Work request | What appears from the first line of the data below through the line containing "middle tip: (712, 115)", both included, should be copied exactly, and nothing else.

** Opening Given records block **

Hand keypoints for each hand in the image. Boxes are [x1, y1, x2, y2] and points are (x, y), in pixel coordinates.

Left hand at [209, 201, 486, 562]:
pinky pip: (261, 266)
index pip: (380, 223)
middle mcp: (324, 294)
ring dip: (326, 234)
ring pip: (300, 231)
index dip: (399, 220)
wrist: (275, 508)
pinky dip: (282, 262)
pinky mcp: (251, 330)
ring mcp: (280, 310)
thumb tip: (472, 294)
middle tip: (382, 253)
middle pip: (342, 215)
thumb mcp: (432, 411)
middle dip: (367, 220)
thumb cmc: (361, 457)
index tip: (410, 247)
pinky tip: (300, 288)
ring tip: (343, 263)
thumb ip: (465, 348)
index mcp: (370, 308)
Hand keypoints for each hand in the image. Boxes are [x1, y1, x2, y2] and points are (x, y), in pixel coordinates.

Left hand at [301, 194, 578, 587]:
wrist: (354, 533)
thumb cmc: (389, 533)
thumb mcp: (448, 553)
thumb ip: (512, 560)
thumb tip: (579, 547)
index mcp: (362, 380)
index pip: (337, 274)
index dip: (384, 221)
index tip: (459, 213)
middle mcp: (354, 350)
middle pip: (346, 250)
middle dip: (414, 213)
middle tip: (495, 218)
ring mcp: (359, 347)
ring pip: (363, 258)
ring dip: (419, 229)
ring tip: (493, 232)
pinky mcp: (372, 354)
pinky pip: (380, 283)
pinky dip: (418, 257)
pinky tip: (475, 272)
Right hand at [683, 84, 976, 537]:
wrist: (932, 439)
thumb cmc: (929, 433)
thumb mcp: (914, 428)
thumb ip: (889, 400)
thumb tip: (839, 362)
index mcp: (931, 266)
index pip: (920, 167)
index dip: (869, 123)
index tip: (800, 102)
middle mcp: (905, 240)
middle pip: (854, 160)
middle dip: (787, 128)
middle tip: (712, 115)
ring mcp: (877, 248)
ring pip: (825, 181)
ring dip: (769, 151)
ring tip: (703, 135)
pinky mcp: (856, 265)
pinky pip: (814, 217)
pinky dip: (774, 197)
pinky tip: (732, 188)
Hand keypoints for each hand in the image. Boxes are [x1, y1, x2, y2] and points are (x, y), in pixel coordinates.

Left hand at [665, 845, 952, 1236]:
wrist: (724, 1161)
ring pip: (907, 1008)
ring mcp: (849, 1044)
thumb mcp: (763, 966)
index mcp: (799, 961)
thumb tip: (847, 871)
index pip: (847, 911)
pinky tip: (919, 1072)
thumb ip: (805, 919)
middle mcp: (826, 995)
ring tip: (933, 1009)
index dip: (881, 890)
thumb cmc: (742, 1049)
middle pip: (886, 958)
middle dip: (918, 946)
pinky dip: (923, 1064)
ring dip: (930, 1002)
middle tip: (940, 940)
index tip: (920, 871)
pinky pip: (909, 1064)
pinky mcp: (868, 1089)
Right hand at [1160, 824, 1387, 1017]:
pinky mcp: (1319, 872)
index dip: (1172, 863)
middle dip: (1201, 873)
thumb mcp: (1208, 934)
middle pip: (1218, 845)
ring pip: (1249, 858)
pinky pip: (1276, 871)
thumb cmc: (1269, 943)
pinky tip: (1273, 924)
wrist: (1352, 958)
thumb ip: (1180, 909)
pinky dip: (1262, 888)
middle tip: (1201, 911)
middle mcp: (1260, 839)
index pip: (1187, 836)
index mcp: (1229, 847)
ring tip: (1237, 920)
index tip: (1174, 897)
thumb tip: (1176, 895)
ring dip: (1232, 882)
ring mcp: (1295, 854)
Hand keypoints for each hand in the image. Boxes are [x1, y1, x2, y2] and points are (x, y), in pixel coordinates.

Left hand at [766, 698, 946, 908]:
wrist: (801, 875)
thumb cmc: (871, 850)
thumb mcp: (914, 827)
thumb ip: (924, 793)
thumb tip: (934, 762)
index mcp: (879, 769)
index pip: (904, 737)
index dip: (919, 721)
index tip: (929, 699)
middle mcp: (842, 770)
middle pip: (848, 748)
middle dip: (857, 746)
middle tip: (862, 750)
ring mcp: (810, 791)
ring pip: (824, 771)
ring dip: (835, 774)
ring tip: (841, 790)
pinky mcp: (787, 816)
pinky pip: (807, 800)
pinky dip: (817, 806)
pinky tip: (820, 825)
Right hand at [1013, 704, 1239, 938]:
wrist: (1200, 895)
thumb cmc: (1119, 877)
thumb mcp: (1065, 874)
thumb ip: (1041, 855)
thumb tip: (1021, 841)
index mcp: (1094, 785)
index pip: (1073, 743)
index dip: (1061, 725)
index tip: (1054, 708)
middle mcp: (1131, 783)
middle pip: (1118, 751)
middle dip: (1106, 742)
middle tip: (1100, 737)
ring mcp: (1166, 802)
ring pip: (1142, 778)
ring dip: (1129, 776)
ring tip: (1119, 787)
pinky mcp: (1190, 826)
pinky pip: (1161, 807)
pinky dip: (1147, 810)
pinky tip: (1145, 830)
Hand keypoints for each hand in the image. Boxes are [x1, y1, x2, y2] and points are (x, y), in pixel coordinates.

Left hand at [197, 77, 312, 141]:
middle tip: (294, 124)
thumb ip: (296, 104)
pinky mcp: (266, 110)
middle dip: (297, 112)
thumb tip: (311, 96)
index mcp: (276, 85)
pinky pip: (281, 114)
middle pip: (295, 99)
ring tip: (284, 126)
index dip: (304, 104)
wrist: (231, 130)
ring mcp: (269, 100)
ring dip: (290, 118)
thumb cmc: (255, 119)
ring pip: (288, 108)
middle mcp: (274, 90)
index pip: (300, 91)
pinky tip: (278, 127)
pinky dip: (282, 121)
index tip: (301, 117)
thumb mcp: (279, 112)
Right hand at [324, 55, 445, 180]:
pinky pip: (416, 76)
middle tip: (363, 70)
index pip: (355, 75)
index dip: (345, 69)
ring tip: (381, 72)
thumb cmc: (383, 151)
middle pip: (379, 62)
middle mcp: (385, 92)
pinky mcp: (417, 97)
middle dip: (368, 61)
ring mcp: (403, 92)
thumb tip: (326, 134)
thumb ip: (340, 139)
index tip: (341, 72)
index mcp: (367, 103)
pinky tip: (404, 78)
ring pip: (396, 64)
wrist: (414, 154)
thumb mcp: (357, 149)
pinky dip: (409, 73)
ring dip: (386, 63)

** Closing Given records block **

Answer space |
Hand keypoints for each hand in the image. Boxes are [x1, y1, x2, y2] and points are (x, y), in pixel coordinates.

Left hand at [209, 201, 486, 562]:
pinky pip: (261, 266)
index pip: (380, 223)
middle mcp: (324, 294)
ring dip: (326, 234)
ring pip: (300, 231)
index dip: (399, 220)
wrist: (275, 508)
pinky dip: (282, 262)
pinky mcp: (251, 330)
ring mcp: (280, 310)
thumb tip: (472, 294)
middle tip: (382, 253)
middle pip: (342, 215)
thumb mcp: (432, 411)
middle dip: (367, 220)
thumb cmc: (361, 457)
index tip: (410, 247)
pinky tip: (300, 288)
ring tip: (343, 263)
thumb ip: (465, 348)
index mcp: (370, 308)
Hand keypoints for each hand in the image. Boxes are [x1, y1, x2, y2] and points are (x, y), in pixel coordinates.

Left hand at [301, 194, 578, 587]:
wrist: (354, 533)
thumb cmc: (389, 533)
thumb mcp: (448, 553)
thumb ip: (512, 560)
thumb tip: (579, 547)
index mcp: (362, 380)
index pip: (337, 274)
index dip: (384, 221)
index tip: (459, 213)
middle mcp: (354, 350)
middle pip: (346, 250)
middle dip: (414, 213)
middle tip: (495, 218)
ring mcp: (359, 347)
ring pip: (363, 258)
ring dip: (419, 229)
ring tip: (493, 232)
pinky mcp: (372, 354)
pinky pip: (380, 283)
pinky dip: (418, 257)
pinky tip: (475, 272)
Right hand at [683, 84, 976, 537]:
wrist: (932, 439)
thumb cmc: (929, 433)
thumb mcp: (914, 428)
thumb ip: (889, 400)
thumb tip: (839, 362)
index mcp: (931, 266)
index pip: (920, 167)
index dip: (869, 123)
index tip: (800, 102)
middle mcp: (905, 240)
middle pip: (854, 160)
middle dip: (787, 128)
middle tip: (712, 115)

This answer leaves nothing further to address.